There is more data available for the 5+1 groups than the 18+1 groups. However, we conclude that we won’t produce the reports for the 5 aggregated groups, or the 5 groups labelled ‘Any other’ because:

  • the large variety of self-reported ethnicities and countries of birth in the aggregated and Other groups
  • the aggregated groups mask substantial differences in outcomes between their constituent detailed groups
  • there is a wide enough set of data to produce ethnicity summaries for the detailed groups

10. Next steps

We will:

  • continue to engage with users about their interests in different ethnic groups, and ensure we are providing relevant analyses to meet their needs
  • work with government departments to obtain more data using more detailed ethnicity classifications, and data that uses harmonised principles (some of which is outlined in our Quality Improvement Plan), and continue to support publishing data at the most detailed level where possible
  • fill in gaps where we have ethnicity data for the detailed groups but not the aggregated groups – this will allow users to compare with data only available at the aggregated level
  • produce ethnicity summaries for each of the groups, excluding the 5 Other groups, or the aggregated groups
  • produce a combined rather than aggregated report for the Mixed group that highlights some of the top-level differences between the sub-groups (building on, for example, Table 1 in this report), because of the small populations in these detailed groups
  • produce a Gypsy, Roma and Irish Traveller report with the aim of describing some of the statistics, and use it to demonstrate ways of improving the quality of data for these smaller groups as outlined in the Quality Improvement Plan

If you would like to be part of this work, please contact Darren Stillwell at darren.stillwell@cabinetoffice.gov.uk or Richard Laux at richard.laux@cabinetoffice.gov.uk.

11. Acknowledgements

The RDU is grateful for advice provided by Charles Lound, Helen Ross and Sofi Nickson (Office for National Statistics).

12. Annex A

Table A gives the approximate size of the populations in the ethnic groups considered in this report, along with the percentage of the England and Wales population.

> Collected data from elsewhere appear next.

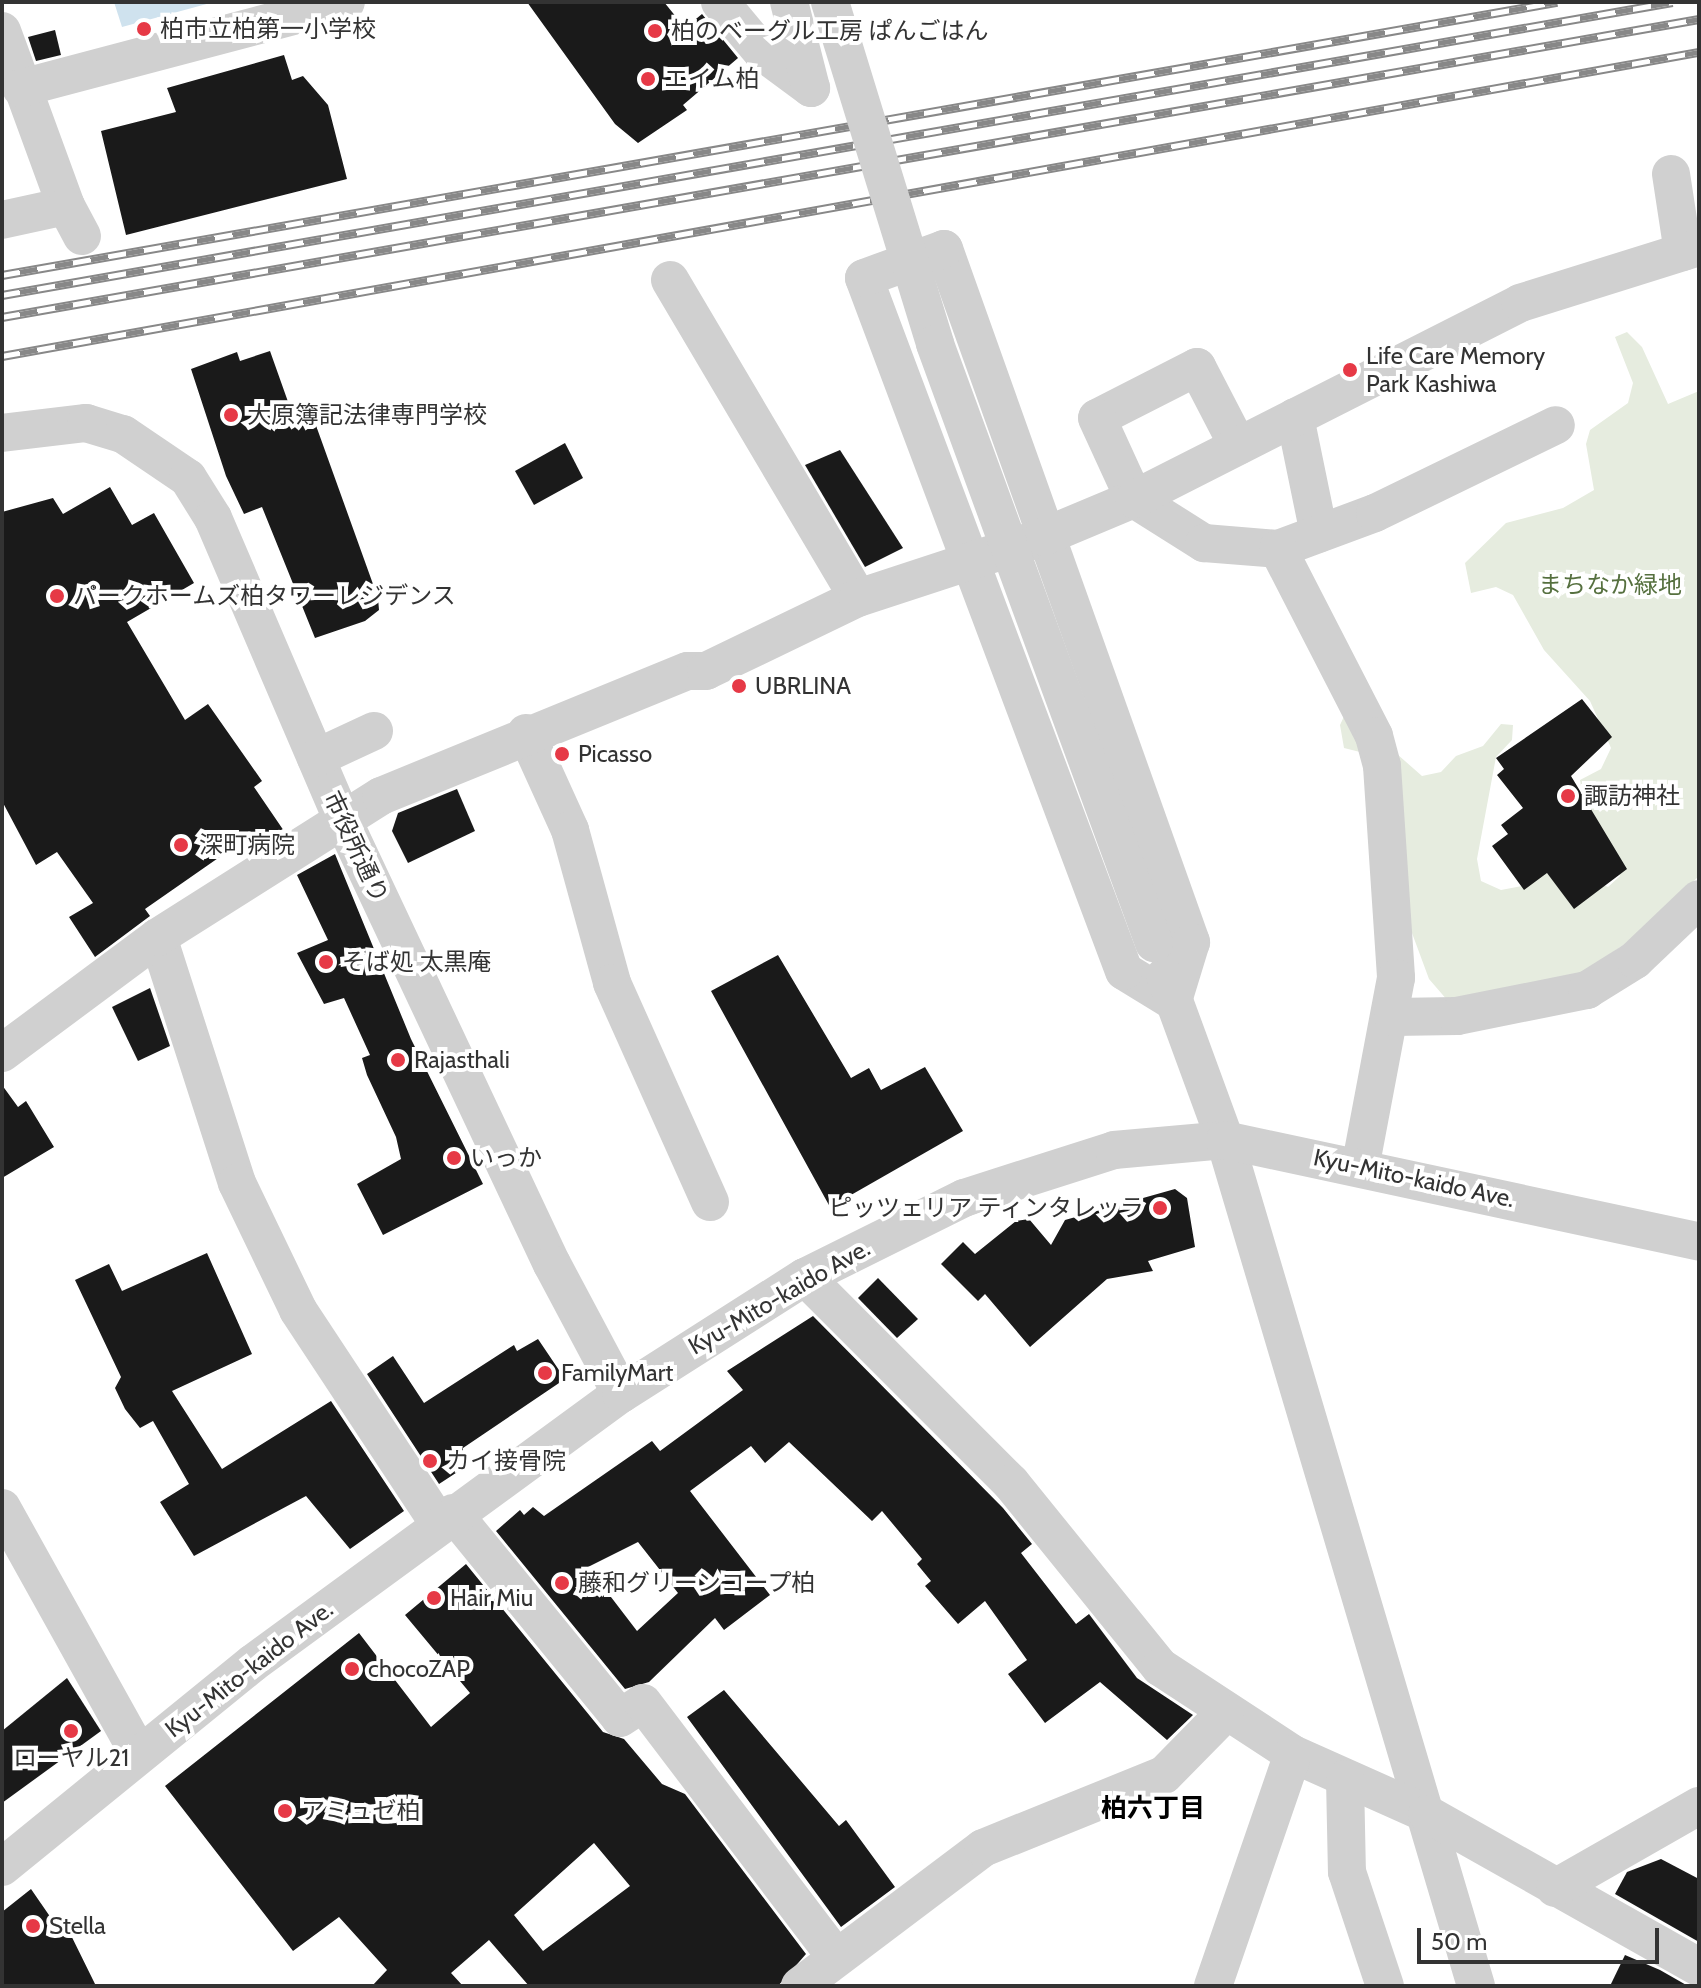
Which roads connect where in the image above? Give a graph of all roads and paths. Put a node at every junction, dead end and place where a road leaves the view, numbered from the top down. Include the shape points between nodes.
1 (346, 2) edge
2 (720, 2) edge
3 (830, 2) edge
4 (798, 6) edge
5 (2, 31) edge
6 (21, 88) junction
7 (1671, 174) dead end
8 (2, 220) edge
9 (1691, 250) edge
10 (670, 280) dead end
11 (1295, 417) junction
12 (1556, 425) dead end
13 (2, 433) edge
14 (1238, 446) junction
15 (1134, 499) junction
16 (1319, 534) junction
17 (1043, 537) junction
18 (1278, 549) junction
19 (971, 560) junction
20 (858, 598) junction
21 (374, 731) dead end
22 (526, 733) junction
23 (316, 758) junction
24 (341, 816) junction
25 (1699, 899) edge
26 (158, 937) junction
27 (1173, 1001) junction
28 (1393, 1017) junction
29 (2, 1053) edge
30 (1225, 1140) junction
31 (1361, 1164) junction
32 (710, 1202) dead end
33 (1699, 1242) edge
34 (805, 1277) junction
35 (621, 1394) junction
36 (2, 1508) edge
37 (446, 1518) junction
38 (1224, 1714) junction
39 (139, 1754) junction
40 (1293, 1754) junction
41 (1345, 1779) junction
42 (1699, 1806) edge
43 (1427, 1814) junction
44 (2, 1867) edge
45 (1555, 1888) junction
46 (836, 1957) junction
47 (1699, 1967) edge
48 (800, 1986) edge
49 (1213, 1986) edge
50 (1385, 1986) edge
51 (1476, 1986) edge

1 - 6 street
2 - 4 street via 762,52 811,88
3 - 27 street, bridge via 935,344
5 - 6 street
6 - 8 street via 74,221
7 - 9 street
9 - 11 street via 1520,303
10 - 20 street
11 - 14 street
11 - 16 street
12 - 16 street
13 - 23 street, 市役所通り via 86,423 123,434 178,468 213,518
14 - 15 street
14 - 15 street via 1197,367 1097,418
15 - 17 street
15 - 18 street via 1204,543
16 - 18 street
17 - 19 street
17 - 19 street via 944,249 864,278
17 - 27 street via 1191,942
18 - 28 street via 1374,736 1382,766 1395,916
19 - 20 street
19 - 27 street via 1124,971
20 - 22 street via 706,671 688,671
21 - 23 street
22 - 24 street
22 - 32 street via 570,830 612,983
23 - 24 street, 市役所通り
24 - 26 street
24 - 35 street, 市役所通り
25 - 28 street via 1635,960 1587,990 1457,1016
26 - 29 street
26 - 37 street via 237,1183 298,1310
27 - 30 street
28 - 31 street
30 - 31 street, Kyu-Mito-kaido Ave.
30 - 34 street, Kyu-Mito-kaido Ave. via 1114,1150 1036,1173 964,1198
30 - 43 street
31 - 33 street, Kyu-Mito-kaido Ave.
34 - 35 street, Kyu-Mito-kaido Ave.
34 - 38 street via 1011,1483 1160,1667
35 - 37 street, Kyu-Mito-kaido Ave.
36 - 39 street
37 - 39 street, Kyu-Mito-kaido Ave.
37 - 46 street via 620,1718 643,1703
38 - 40 street
38 - 46 street via 1164,1775 983,1848
39 - 44 street, Kyu-Mito-kaido Ave.
40 - 41 street
40 - 49 street
41 - 43 street
41 - 50 street via 1347,1872
42 - 45 street
43 - 45 street
43 - 51 street
45 - 47 street
46 - 48 street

Table A: Population in ethnic groups, from the 2011 Census

Ethnic group Population % of England and Wales population
White British 45,135,000 80.5
Irish 531,000 0.9
Gypsy or Irish Traveller 58,000 0.1
White Other 2,486,000 4.4
Mixed White and Black Caribbean 427,000 0.8
Mixed White and Black African 166,000 0.3
Mixed White and Asian 342,000 0.6
Mixed Other 290,000 0.5
Indian 1,413,000 2.5
Pakistani 1,125,000 2.0
Bangladeshi 447,000 0.8
Chinese 393,000 0.7
Asian Other 836,000 1.5
Black African 990,000 1.8
Black Caribbean 595,000 1.1
Black Other 280,000 0.5
Arab 231,000 0.4
Any other ethnic group 333,000 0.6

13. Annex B

Table B: Availability of data for detailed 18 ethnic groups on the Ethnicity Facts and Figures website (as at 12 August 2020)

Ethnic group Pages for which data is available (out of 62)
English, Welsh, Scottish, Northern Irish or British 62
Irish 60
Gypsy or Irish Traveller 40
White Other 62
Mixed White and Black Caribbean 60
Mixed White and Black African 57
Mixed White and Asian 58
Mixed Other 59
Indian 62
Pakistani 62
Bangladeshi 62
Chinese 61
Asian Other 62
Black African 62
Black Caribbean 62
Black Other 57
Arab 51
Any Other 61

Data might be missing for a group because it is suppressed to protect confidentiality of the respondents, or for reasons of accuracy (or both).